Friday, April 6, 2012

Holy Thursday Sermon 2012

Holy Thursday 2012


You are my friends if you do what I command you. 15 No longer do I call you servants, for the servant does not know what his master is doing; but I have called you friends, for all that I have heard from my Father I have made known to you. 16 You did not choose me, but I chose you and appointed you that you should go and bear fruit and that your fruit should abide; so that whatever you ask the Father in my name, he may give it to you. 17 This I command you, to love one another.” John 15.14-17

Mediterranean cultures have stricter rules than we do about how to behave socially. You can see this in the Middle Eastern world today. This was true in Jesus' time, even more so than today. Jews could not eat a meal with Gentiles. Women and men ate separately.

While there were these strict divisions, once you were in, you were in. To invite someone to eat with you made them like one of the family. So these kinds of gestures were taken very seriously and meant very much.

This is also true about what Jesus does tonight in our Gospel lesson: washing the feet of his disciples. Gestures were taken much more seriously than they are today. As a rule we don't preform lots of serious social gestures. Shaking hands or kissing someone on the cheek are expressions we commonly make and these gestures do have a lot of meaning. But we just don't have as many as people did in Jesus' time. We salute the flag and throw the first pitch at baseball games but, if you think about it, there are not too many examples like this.




Jesus' action in washing the feet of his disciples was deeply profound. The hands and the feet were sources of action for the Jewish people. Anything that had to do with them was really important. So when guests arrived, a servant usually washed their feet as a way of welcoming them into a home. This was good thing too since there wasn't any central plumbing and camels and donkeys walked among the people, so anyone who came in from the street could have been walking through just about anything.

So Jesus' action was a cleansing one. The debris of a hard life was washed away. Cleansing was also a form of forgiveness. The forgiveness and cleansing that would come from God as a result of the passion Jesus was about to undergo was symbolized in the way Jesus washed the feet of this disciples. What a profound way he chose to show how deeply he loved his disciples and to show how this love would be extended beyond measure in the next day of his life.

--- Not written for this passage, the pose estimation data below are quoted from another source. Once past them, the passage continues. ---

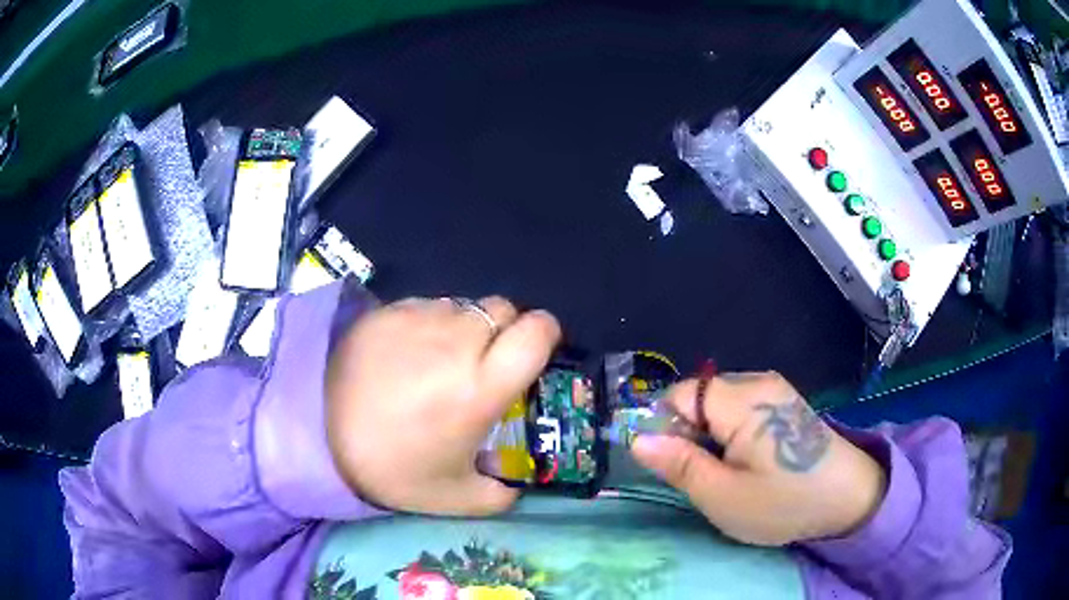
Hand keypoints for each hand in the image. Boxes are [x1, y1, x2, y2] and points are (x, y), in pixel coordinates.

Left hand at [326, 297, 560, 515]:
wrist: (319, 437)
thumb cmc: (393, 468)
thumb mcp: (456, 498)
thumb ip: (502, 494)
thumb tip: (516, 484)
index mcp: (482, 385)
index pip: (537, 331)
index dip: (545, 334)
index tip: (536, 351)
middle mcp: (458, 341)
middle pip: (504, 309)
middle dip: (505, 330)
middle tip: (485, 361)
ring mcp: (420, 319)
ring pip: (465, 305)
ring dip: (466, 327)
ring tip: (440, 359)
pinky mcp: (388, 310)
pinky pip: (428, 305)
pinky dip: (430, 324)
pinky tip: (407, 353)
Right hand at [631, 371, 886, 545]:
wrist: (850, 497)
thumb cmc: (784, 502)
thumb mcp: (723, 496)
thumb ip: (679, 465)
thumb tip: (638, 440)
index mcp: (743, 401)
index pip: (680, 394)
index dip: (666, 427)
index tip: (676, 464)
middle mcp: (758, 383)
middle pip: (699, 397)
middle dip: (690, 433)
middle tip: (705, 475)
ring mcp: (775, 390)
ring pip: (719, 404)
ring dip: (711, 436)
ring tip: (729, 471)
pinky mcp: (785, 402)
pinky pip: (742, 408)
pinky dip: (733, 433)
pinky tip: (751, 461)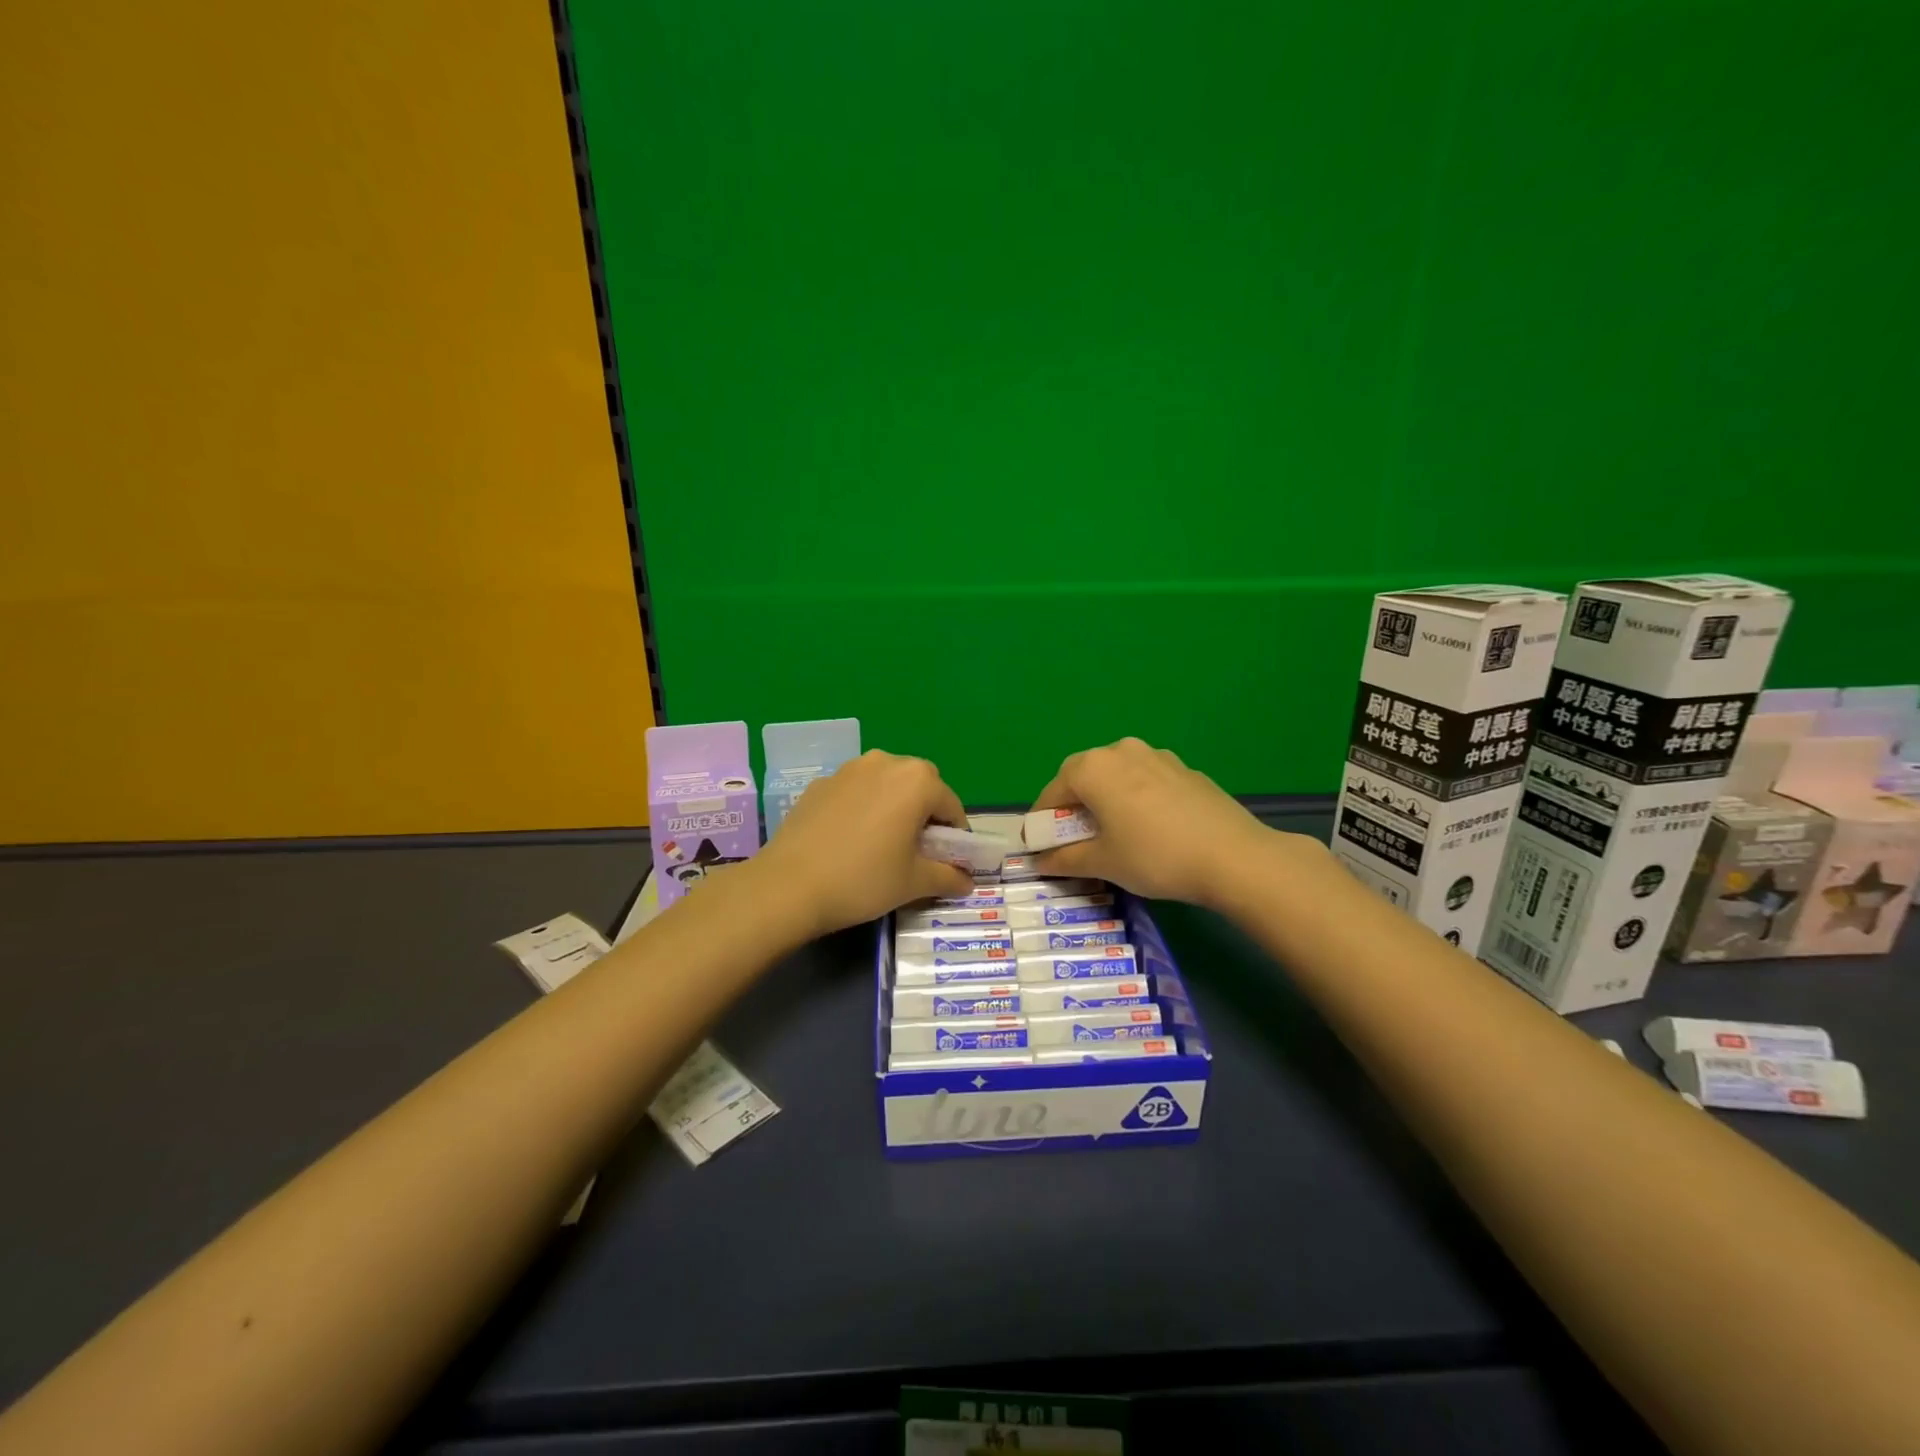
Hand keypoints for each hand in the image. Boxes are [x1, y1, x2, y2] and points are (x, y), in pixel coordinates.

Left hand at [755, 750, 974, 935]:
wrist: (788, 885)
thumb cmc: (863, 880)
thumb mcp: (913, 883)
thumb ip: (947, 877)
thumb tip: (967, 882)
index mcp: (917, 781)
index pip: (951, 805)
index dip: (956, 835)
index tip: (949, 861)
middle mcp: (885, 763)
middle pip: (920, 784)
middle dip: (926, 811)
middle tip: (917, 848)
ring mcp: (848, 769)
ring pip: (886, 782)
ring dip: (894, 804)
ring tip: (883, 841)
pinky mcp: (820, 783)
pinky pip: (855, 790)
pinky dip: (863, 806)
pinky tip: (849, 839)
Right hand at [1028, 737, 1286, 906]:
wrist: (1233, 856)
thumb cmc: (1154, 857)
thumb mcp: (1103, 863)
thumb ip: (1064, 859)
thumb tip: (1040, 861)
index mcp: (1093, 768)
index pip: (1052, 791)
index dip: (1041, 820)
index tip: (1040, 846)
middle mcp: (1121, 750)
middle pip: (1083, 775)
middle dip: (1073, 805)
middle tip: (1074, 838)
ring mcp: (1157, 756)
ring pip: (1117, 775)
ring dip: (1105, 798)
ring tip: (1113, 831)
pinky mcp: (1184, 769)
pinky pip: (1145, 780)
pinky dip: (1135, 798)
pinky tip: (1150, 827)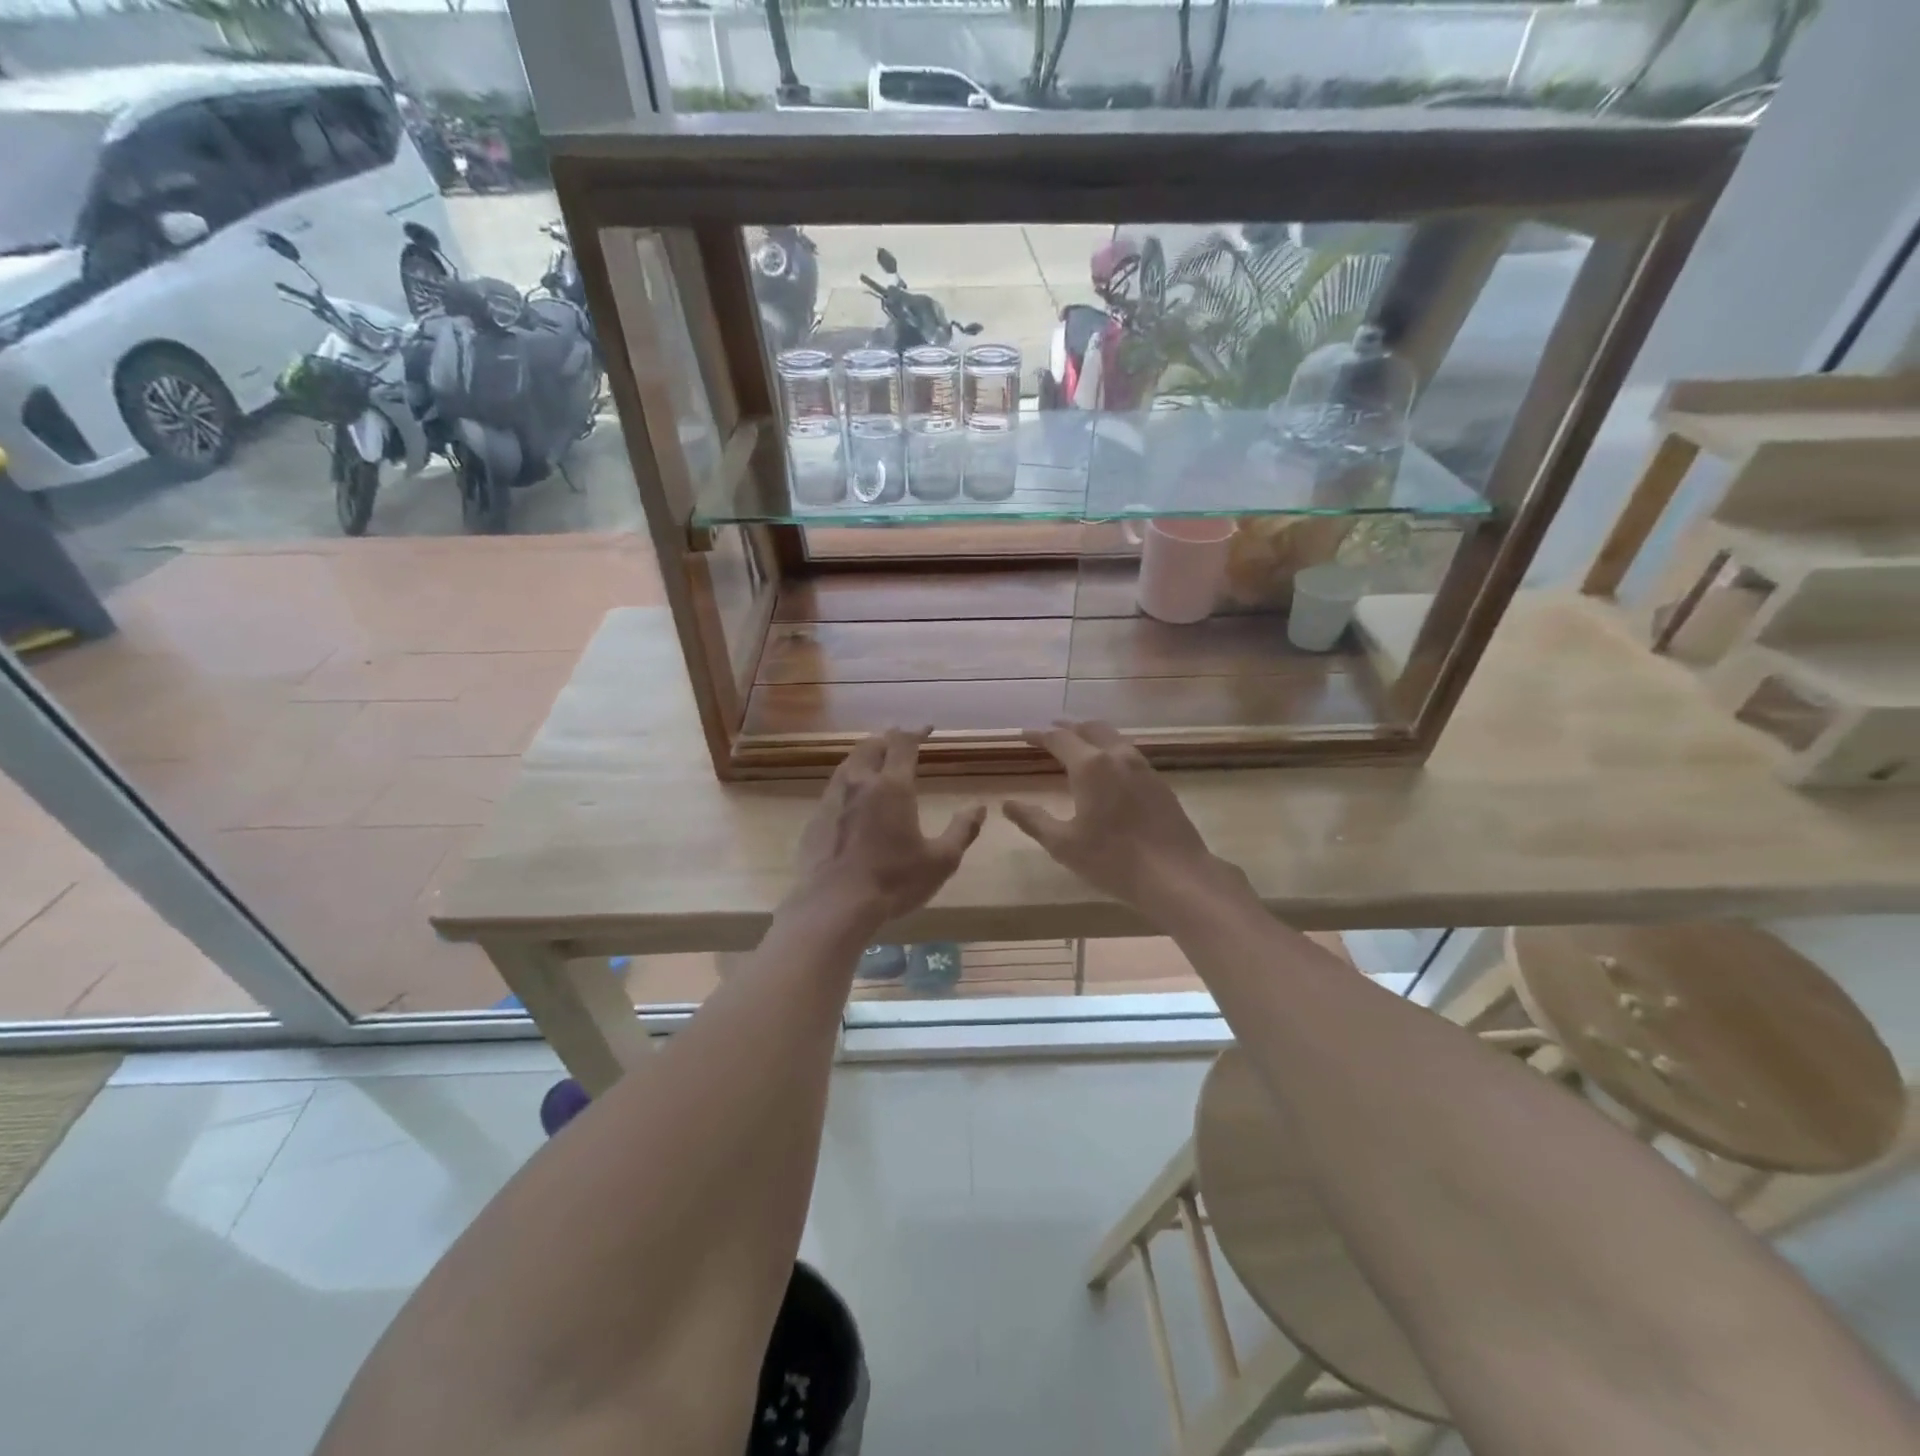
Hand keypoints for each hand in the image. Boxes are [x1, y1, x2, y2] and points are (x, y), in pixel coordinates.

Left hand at [792, 728, 985, 931]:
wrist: (835, 905)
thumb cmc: (893, 881)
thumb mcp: (940, 860)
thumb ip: (962, 830)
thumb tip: (979, 808)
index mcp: (892, 786)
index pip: (903, 744)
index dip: (916, 732)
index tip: (927, 729)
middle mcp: (859, 783)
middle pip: (871, 746)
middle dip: (888, 739)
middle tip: (900, 744)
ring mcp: (832, 799)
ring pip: (848, 764)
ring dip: (865, 758)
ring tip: (876, 766)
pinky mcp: (815, 819)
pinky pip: (833, 790)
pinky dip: (848, 784)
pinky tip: (853, 802)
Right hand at [1003, 722, 1236, 913]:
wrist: (1175, 875)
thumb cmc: (1113, 860)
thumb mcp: (1063, 844)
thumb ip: (1033, 820)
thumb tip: (1007, 804)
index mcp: (1090, 766)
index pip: (1060, 739)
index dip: (1039, 735)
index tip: (1023, 735)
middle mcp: (1118, 756)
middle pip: (1090, 728)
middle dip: (1067, 727)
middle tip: (1050, 731)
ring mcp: (1143, 767)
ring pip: (1113, 737)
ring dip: (1092, 735)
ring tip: (1078, 744)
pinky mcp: (1159, 782)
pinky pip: (1129, 753)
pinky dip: (1110, 749)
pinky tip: (1108, 768)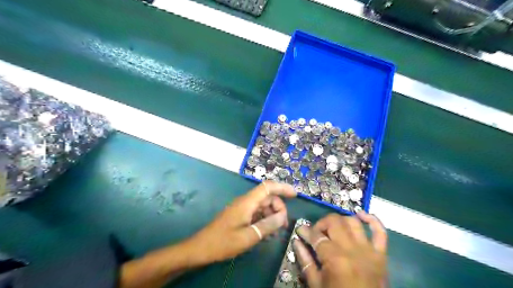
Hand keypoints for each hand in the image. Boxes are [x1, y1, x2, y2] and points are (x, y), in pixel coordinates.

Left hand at [187, 181, 294, 263]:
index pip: (268, 187)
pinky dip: (264, 220)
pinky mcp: (239, 215)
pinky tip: (267, 233)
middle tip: (283, 225)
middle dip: (279, 207)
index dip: (282, 187)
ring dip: (272, 215)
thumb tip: (283, 216)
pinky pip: (256, 213)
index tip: (295, 194)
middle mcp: (245, 202)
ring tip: (276, 231)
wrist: (201, 248)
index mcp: (247, 202)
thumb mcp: (249, 236)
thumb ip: (268, 225)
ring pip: (263, 206)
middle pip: (267, 197)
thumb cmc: (223, 242)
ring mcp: (242, 208)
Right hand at [295, 211, 386, 287]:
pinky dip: (372, 220)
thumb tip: (297, 241)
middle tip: (316, 233)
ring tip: (333, 229)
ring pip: (353, 222)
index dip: (305, 231)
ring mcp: (369, 250)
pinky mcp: (381, 255)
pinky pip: (380, 232)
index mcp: (334, 258)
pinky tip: (361, 215)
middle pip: (334, 222)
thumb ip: (305, 260)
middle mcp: (352, 249)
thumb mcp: (316, 284)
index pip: (316, 235)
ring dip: (341, 221)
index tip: (300, 231)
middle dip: (322, 223)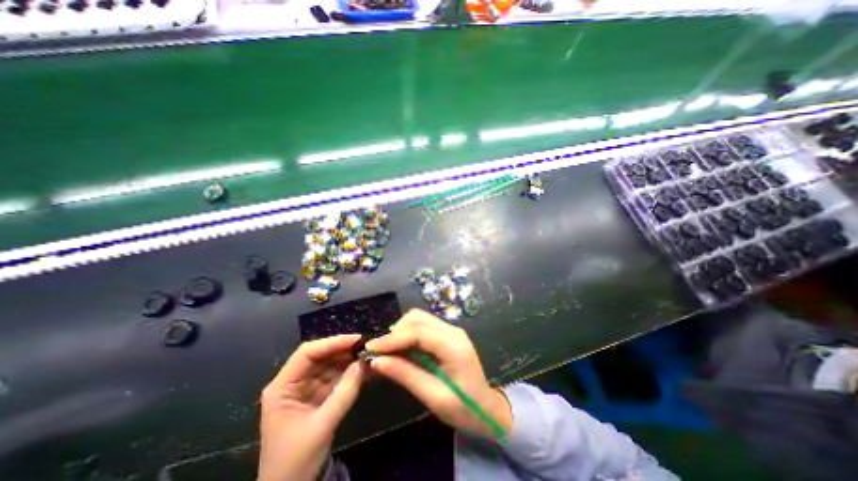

Jesus is also very explicit about this in the later verses that I quoted from John. He says to those with him, “You are not my servants, you know. You are my friends.” And while we are truly servants of Jesus, he says the same thing to us, “______, you are my friend.” So not only do we eat with him, with God, as family and so become members of God's family, we walk down the road with his arm around our shoulder. “You are my friend,” he says to us.

How did we attain to so high a place? He says it is because “I have told you everything. Everything the Father said to me, I have said to you. You are in the inner circle. You are in on the family secrets. You know all there is to know. And so, you are my friend.

As a matter of fact, you think that you came to me. No, I was the one who came to you. I chose you. You did not choose me. And the reason I chose you is that you are going to bear fruit. You are going to bear fruit because you know it all, you have it all, and I love you. And the fruit that you bear is going to last. It will last forever.

So since all this is true, I want you to treat one another well. I want you to love each other. You all should be friends just like we are friends.”